WiredTiger wiredtiger
As of MongoDB 3.2 the default storage engine for MongoDB is the WiredTiger storage engine. This engine provides a number of robust and scalable features making it much better suited for all-around general database workloads. The following sections describe these features.
Document Level Concurrency document-level-concurrency
WiredTiger uses document-level concurrency control for write operations. As a result, multiple clients can modify different documents of a collection at the same time.
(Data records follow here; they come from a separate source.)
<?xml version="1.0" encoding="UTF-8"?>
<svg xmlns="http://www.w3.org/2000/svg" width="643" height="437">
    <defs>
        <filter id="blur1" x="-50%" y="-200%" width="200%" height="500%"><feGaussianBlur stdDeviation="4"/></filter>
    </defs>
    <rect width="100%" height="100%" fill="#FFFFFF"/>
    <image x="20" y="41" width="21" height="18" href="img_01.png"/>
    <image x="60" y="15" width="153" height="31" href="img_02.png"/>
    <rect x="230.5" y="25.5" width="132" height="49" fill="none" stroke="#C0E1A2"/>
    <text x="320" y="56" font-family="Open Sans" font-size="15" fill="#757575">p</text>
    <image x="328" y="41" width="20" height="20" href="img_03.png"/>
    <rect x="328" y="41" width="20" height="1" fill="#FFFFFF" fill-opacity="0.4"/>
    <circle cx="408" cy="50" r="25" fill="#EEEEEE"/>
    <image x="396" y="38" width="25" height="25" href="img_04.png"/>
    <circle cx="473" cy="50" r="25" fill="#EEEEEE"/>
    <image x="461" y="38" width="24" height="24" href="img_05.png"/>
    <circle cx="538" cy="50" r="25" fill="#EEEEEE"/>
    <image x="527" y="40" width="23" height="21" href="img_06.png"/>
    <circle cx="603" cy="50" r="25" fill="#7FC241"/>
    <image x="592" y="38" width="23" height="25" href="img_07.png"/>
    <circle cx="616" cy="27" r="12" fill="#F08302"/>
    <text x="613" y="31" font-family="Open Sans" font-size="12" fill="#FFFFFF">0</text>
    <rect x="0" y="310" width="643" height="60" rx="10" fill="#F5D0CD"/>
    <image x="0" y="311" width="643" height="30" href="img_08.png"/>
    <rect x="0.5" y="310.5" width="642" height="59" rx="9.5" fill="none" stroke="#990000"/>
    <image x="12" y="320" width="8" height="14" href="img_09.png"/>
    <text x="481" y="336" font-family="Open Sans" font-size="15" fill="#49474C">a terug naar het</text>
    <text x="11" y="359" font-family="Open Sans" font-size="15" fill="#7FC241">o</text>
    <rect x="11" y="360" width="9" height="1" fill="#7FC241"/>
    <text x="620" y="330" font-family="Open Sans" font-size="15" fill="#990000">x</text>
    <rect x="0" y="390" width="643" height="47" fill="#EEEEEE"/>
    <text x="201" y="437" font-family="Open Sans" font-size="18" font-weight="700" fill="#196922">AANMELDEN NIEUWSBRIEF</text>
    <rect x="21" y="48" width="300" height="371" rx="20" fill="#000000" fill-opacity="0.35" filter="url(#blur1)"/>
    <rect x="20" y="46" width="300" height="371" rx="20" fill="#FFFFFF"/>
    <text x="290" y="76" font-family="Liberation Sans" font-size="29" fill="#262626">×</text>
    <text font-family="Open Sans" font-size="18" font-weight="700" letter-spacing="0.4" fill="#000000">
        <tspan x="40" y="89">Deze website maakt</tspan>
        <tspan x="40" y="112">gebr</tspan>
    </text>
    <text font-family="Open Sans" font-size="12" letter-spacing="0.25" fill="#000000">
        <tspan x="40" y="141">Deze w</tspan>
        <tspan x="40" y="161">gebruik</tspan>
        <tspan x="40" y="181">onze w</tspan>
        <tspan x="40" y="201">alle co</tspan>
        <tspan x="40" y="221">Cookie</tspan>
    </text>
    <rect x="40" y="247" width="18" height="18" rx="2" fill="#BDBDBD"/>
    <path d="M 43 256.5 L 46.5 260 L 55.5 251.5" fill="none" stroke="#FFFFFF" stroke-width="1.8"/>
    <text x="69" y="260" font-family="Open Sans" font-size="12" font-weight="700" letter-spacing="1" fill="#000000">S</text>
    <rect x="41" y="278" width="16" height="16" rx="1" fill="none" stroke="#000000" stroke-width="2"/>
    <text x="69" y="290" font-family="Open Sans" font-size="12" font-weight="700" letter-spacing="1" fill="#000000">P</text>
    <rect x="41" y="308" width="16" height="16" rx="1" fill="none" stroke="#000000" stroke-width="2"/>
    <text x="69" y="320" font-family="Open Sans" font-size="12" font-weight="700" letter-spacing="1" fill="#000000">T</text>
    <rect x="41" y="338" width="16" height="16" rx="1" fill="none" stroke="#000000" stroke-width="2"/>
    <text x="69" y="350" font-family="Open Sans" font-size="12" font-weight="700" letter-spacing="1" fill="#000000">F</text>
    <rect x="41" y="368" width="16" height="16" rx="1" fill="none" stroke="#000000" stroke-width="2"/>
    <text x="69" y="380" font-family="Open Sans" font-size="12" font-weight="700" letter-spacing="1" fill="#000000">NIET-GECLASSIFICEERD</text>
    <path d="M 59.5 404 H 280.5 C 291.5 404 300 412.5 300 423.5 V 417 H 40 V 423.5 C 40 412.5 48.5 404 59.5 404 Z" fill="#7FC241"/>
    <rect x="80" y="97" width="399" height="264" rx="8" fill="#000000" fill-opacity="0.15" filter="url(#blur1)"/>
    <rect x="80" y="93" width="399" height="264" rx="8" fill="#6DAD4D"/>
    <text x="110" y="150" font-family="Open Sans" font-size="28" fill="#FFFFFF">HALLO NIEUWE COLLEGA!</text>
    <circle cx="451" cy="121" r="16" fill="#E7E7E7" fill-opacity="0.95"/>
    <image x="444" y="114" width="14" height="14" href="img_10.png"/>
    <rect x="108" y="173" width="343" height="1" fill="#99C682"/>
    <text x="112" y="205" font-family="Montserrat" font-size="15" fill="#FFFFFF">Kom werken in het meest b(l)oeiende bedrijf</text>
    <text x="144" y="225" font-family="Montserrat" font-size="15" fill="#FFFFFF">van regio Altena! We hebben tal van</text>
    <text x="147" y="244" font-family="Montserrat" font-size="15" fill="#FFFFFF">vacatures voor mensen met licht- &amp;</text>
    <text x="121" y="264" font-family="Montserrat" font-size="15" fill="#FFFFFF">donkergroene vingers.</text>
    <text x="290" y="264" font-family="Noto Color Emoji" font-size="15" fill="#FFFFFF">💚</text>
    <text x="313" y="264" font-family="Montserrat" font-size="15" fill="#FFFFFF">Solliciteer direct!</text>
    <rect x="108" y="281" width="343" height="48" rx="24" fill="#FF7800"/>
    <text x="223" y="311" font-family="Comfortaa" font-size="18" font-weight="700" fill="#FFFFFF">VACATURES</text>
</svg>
For most read and write operations, WiredTiger uses optimistic concurrency control. WiredTiger uses only intent locks at the global, database and collection levels. When the storage engine detects conflicts between two operations, one will incur a write conflict causing MongoDB to transparently retry that operation.Some global operations, typically short lived operations involving multiple databases, still require a global “instance-wide” lock.
Some other operations, such as dropping a collection, still require an exclusive database lock.
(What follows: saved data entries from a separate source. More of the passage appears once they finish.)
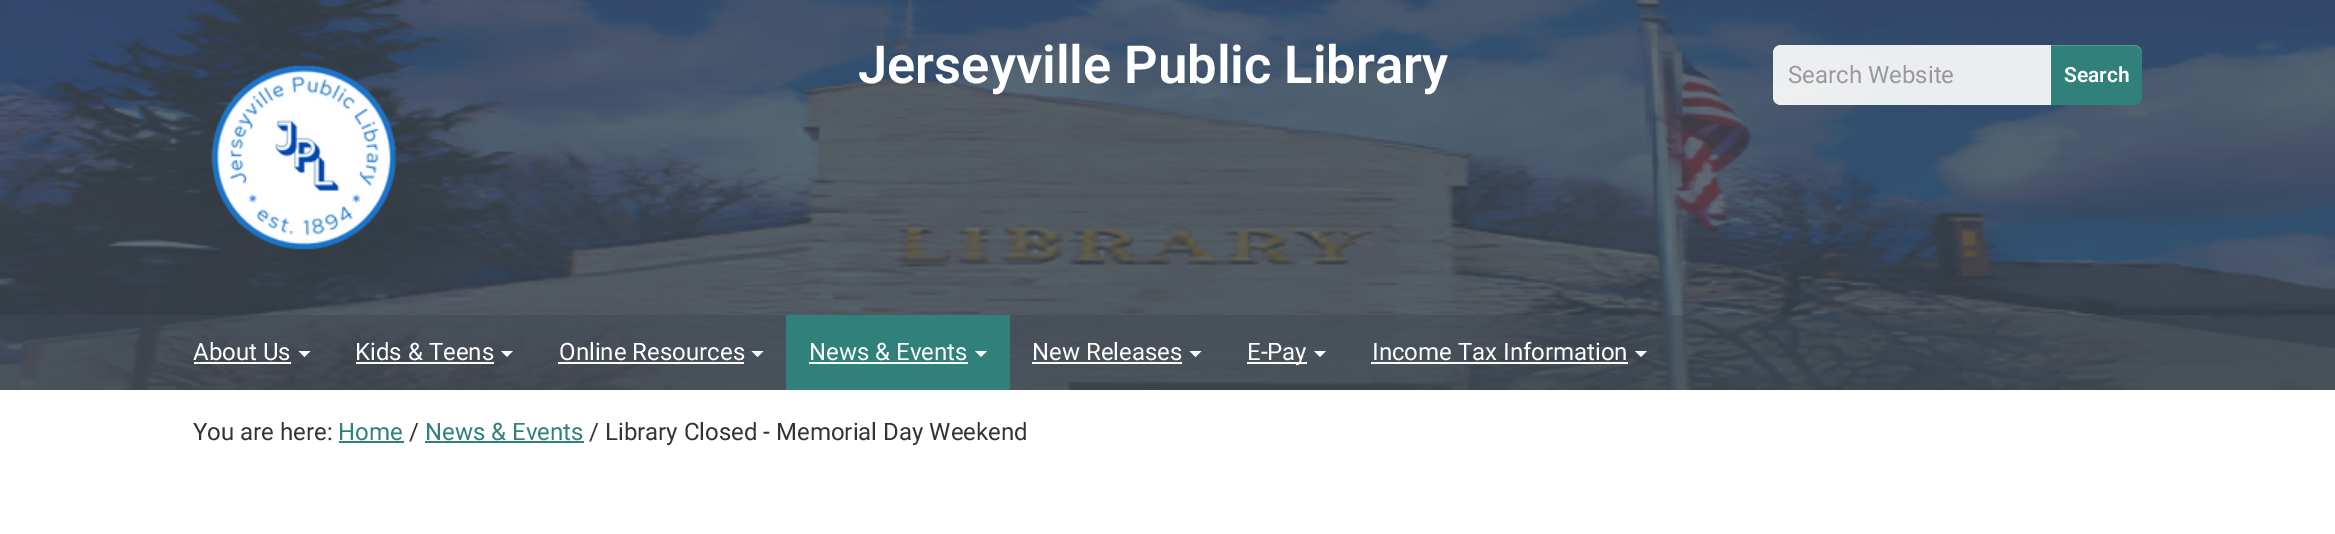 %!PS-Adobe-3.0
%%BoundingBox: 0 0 2335 534
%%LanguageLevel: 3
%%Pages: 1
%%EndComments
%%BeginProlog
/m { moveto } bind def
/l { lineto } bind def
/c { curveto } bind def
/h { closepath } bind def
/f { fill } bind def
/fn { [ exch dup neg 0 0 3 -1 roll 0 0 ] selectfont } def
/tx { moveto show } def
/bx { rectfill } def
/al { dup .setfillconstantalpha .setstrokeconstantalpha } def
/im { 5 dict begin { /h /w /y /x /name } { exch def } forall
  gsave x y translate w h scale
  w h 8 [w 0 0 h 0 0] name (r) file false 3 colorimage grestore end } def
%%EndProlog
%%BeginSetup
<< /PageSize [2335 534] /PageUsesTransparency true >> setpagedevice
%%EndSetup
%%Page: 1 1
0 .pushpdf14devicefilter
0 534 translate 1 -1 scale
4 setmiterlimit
1 setgray
0 0 2335 534 bx
(image0.raw) 0 0 2335 390 im
0.8 al
0.247 0.286 0.325 setrgbcolor
0 0 2335 315 bx
1 al
(image1.raw) 211 65 186 185 im
/Roboto-SemiBold 52.5 fn
1 setgray
(Jerseyville Public Library) 858 83 tx
0.9 al
1781 45 m 2051 45 l 2051 105 l 1781 105 l 1776.5 105 1773 101.5 1773 97 c 1773 53 l 1773 48.5 1776.5 45 1781 45 c h f
/Roboto-Regular 24 fn
1 al
0.6 setgray
(Search Website) 1788 83 tx
0.188 0.502 0.482 setrgbcolor
2051 45 m 2134 45 l 2138.5 45 2142 48.5 2142 53 c 2142 97 l 2142 101.5 2138.5 105 2134 105 c 2051 105 l h f
0.2 al
1 setgray
2051 45 m 2051 46 l 2134 46 l 2139 46 2142 50 2142 54 c 2142 49 2139 45 2134 45 c h f
/Roboto-SemiBold 21 fn
1 al
(Search) 2064 82 tx
0.9 al
0.247 0.286 0.325 setrgbcolor
0 315 2335 75 bx
/Roboto-Regular 24 fn
1 al
1 setgray
(About Us) 193 360 tx
194 362 97 2 bx
298.5 351 m 310.5 351 l 304.5 357 l h f
(Kids & Teens) 355 360 tx
356 362 138 2 bx
501 351 m 513 351 l 507 357 l h f
(Online Resources) 559 360 tx
558 362 186 2 bx
751.5 351 m 763.5 351 l 757.5 357 l h f
0.188 0.502 0.482 setrgbcolor
786 315 224 75 bx
1 setgray
(News & Events) 809 360 tx
809 362 159 2 bx
975 351 m 987 351 l 981 357 l h f
(New Releases) 1032 360 tx
1032 362 150 2 bx
1189.5 351 m 1201.5 351 l 1195.5 357 l h f
1247 362 60 2 bx
(E-Pay) 1247 360 tx
1314 351 m 1326 351 l 1320 357 l h f
(Income Tax Information) 1372 360 tx
1371 362 257 2 bx
1635 351 m 1647 351 l 1641 357 l h f
0.2 setgray
(You are here:) 193 440 tx
0.188 0.502 0.482 setrgbcolor
(Home) 338 440 tx
339 441 65 2 bx
0.2 setgray
(/) 409 440 tx
0.188 0.502 0.482 setrgbcolor
(News & Events) 425 440 tx
425 441 159 2 bx
0.2 setgray
(/ Library Closed - Memorial Day Weekend) 589 440 tx
.poppdf14devicefilter showpage
%%EOF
Snapshots and Checkpoints snapshots-and-checkpoints
WiredTiger uses MultiVersion Concurrency Control (MVCC). At the start of an operation, WiredTiger provides a point-in-time snapshot of the data to the transaction. A snapshot presents a consistent view of the in-memory data.
When writing to disk, WiredTiger writes all the data in a snapshot to disk in a consistent way across all data files. The now- durable data act as a checkpoint in the data files. The checkpoint ensures that the data files are consistent up to and including the last checkpoint; i.e. checkpoints can act as recovery points.
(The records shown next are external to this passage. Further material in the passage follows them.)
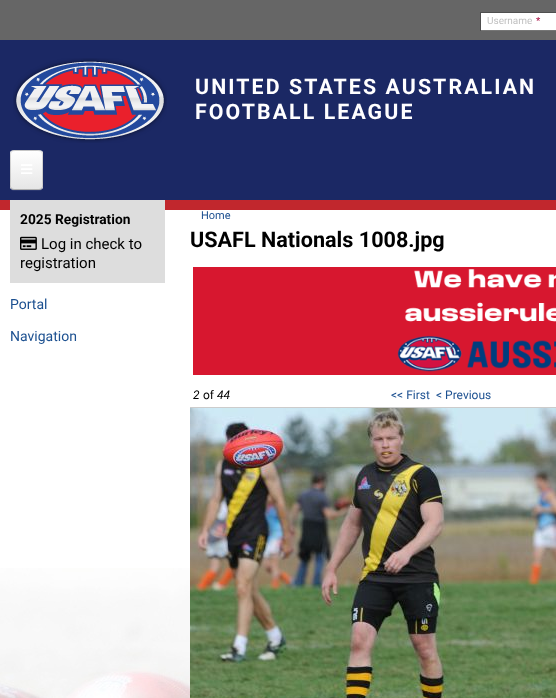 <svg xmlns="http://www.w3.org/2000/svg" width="556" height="698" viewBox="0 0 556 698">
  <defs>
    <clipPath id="clip1"><rect x="10" y="150" width="33" height="40" rx="4"/></clipPath>
    <linearGradient id="g1" gradientUnits="userSpaceOnUse" x1="26" y1="151" x2="27" y2="189"><stop offset="0" stop-color="rgb(255,255,255)"/><stop offset="1" stop-color="rgb(230,230,230)"/></linearGradient>
  </defs>
  <rect width="100%" height="100%" fill="rgb(255,255,255)"/>
  <rect x="0" y="0" width="556" height="40" fill="rgb(102,102,102)"/>
  <rect x="481" y="13" width="75" height="17" fill="rgb(255,255,255)"/>
  <rect x="480" y="12" width="76" height="1" fill="rgb(79,79,79)"/>
  <rect x="480" y="30" width="76" height="1" fill="rgb(118,118,118)"/>
  <rect x="480" y="12" width="1" height="19" fill="rgb(79,79,79)"/>
  <text x="487" y="24" font-family="Roboto" font-size="10" fill="rgb(192,192,192)">Username</text>
  <text x="536" y="24" font-family="Roboto" font-size="10" fill="rgb(170,17,68)">*</text>
  <rect x="0" y="40" width="556" height="160" fill="rgb(27,40,100)"/>
  <rect x="0" y="200" width="556" height="10" fill="rgb(193,39,45)"/>
  <image x="13" y="58" width="154" height="85" href="pic1.png"/>
  <g font-family="Roboto" font-size="21.3" font-weight="bold" letter-spacing="2.1" fill="rgb(255,254,255)">
    <text>
      <tspan x="195" y="94">UNITED STATES AUSTRALIAN</tspan>
      <tspan x="195" y="119">FOOTBALL LEAGUE</tspan>
    </text>
  </g>
  <path d="M10 186C10 191.5 13.5 191 18 191H35C39.5 191 43 191.5 43 186C43 188 41 190 39 190H14C12 190 10 188 10 186Z" fill="rgb(44,56,112)"/>
  <rect x="10" y="150" width="33" height="40" rx="4" fill="rgb(232,232,232)"/>
  <g clip-path="url(#clip1)">
    <rect x="10" y="151" width="33" height="38" fill="url(#g1)"/>
  </g>
  <path d="M41.5 188.5C41 189 40 189.5 39 189.5H14C13 189.5 12 189 11.5 188.5" fill="none" stroke="rgba(0,0,0,0.25)"/>
  <path d="M11.5 188.5C9.5 186.5 10.5 182.5 10.5 180.5V159.5C10.5 151 10 150.5 18 150.5H35C43 150.5 42.5 151 42.5 159.5V180.5C42.5 182.5 43.5 186.5 41.5 188.5" fill="none" stroke="rgba(0,0,0,0.15)"/>
  <image x="21" y="164" width="12" height="10" href="pic2.png"/>
  <image x="0" y="568" width="190" height="130" href="pic3.png"/>
  <rect x="10" y="200" width="155" height="83" fill="rgb(221,221,221)"/>
  <text x="20" y="224" font-family="Roboto" font-size="13.75" font-weight="bold" fill="rgb(0,0,0)">2025 Registration</text>
  <image x="20" y="236" width="17" height="14" href="pic4.png"/>
  <g font-family="Roboto" font-size="15" fill="rgb(0,0,0)">
    <text x="41" y="249">Log in check to</text>
    <text x="20" y="268">registration</text>
  </g>
  <g font-family="Roboto" font-size="14" fill="rgb(28,80,144)">
    <text x="10" y="309">Portal</text>
    <text x="10" y="341">Navigation</text>
  </g>
  <text x="201" y="219" font-family="Roboto" font-size="11" fill="rgb(28,80,144)">Home</text>
  <text x="190" y="247" font-family="Roboto" font-size="21.6" font-weight="bold" fill="rgb(0,0,0)">USAFL Nationals 1008.jpg</text>
  <image x="193" y="267" width="363" height="108" href="pic5.png"/>
  <rect x="190" y="407" width="366" height="1" fill="rgb(204,204,204)"/>
  <text x="193" y="399" font-family="Roboto" font-size="12" font-style="italic" fill="rgb(0,0,0)">2</text>
  <text x="203" y="399" font-family="Roboto" font-size="12" fill="rgb(0,0,0)">of</text>
  <text x="217" y="399" font-family="Roboto" font-size="12" font-style="italic" fill="rgb(0,0,0)">44</text>
  <g font-family="Roboto" font-size="12" fill="rgb(28,80,144)">
    <text x="391" y="399">&lt;&lt; First</text>
    <text x="436" y="399">&lt; Previous</text>
  </g>
  <image x="190" y="408" width="366" height="290" href="pic6.png"/>
</svg>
MongoDB configures WiredTiger to create checkpoints (i.e. write the snapshot data to disk) at intervals of 60 seconds or 2 gigabytes of journal data.
During the write of a new checkpoint, the previous checkpoint is still valid. As such, even if MongoDB terminates or encounters an error while writing a new checkpoint, upon restart, MongoDB can recover from the last valid checkpoint.
The new checkpoint becomes accessible and permanent when WiredTiger’s metadata table is atomically updated to reference the new checkpoint. Once the new checkpoint is accessible, WiredTiger frees pages from the old checkpoints.
Using WiredTiger, even without journaling, MongoDB can recover from the last checkpoint; however, to recover changes made after the last checkpoint, run with journaling.
Journal journal
WiredTiger uses a write-ahead transaction log in combination with checkpoints to ensure data durability.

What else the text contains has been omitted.